About this task:
Please copy each line below that contains the string "thumb".

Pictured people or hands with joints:
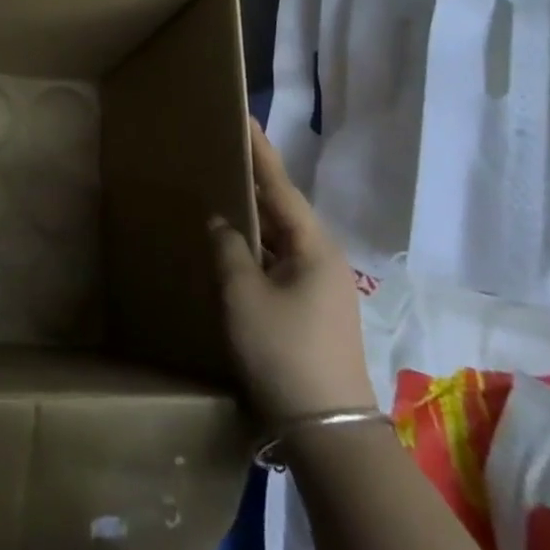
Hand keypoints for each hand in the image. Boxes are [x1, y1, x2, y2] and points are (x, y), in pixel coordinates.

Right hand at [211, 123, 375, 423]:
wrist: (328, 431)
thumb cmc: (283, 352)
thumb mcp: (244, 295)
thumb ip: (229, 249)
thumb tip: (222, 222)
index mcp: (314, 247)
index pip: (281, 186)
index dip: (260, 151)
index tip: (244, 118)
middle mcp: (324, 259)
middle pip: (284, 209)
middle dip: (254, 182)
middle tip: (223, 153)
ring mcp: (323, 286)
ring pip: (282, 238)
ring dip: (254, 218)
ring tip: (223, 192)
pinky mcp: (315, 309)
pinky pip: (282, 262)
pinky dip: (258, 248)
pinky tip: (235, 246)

Response:
thumb cmc: (283, 352)
thumb mcp: (244, 295)
thumb ip: (229, 249)
thumb tip: (222, 222)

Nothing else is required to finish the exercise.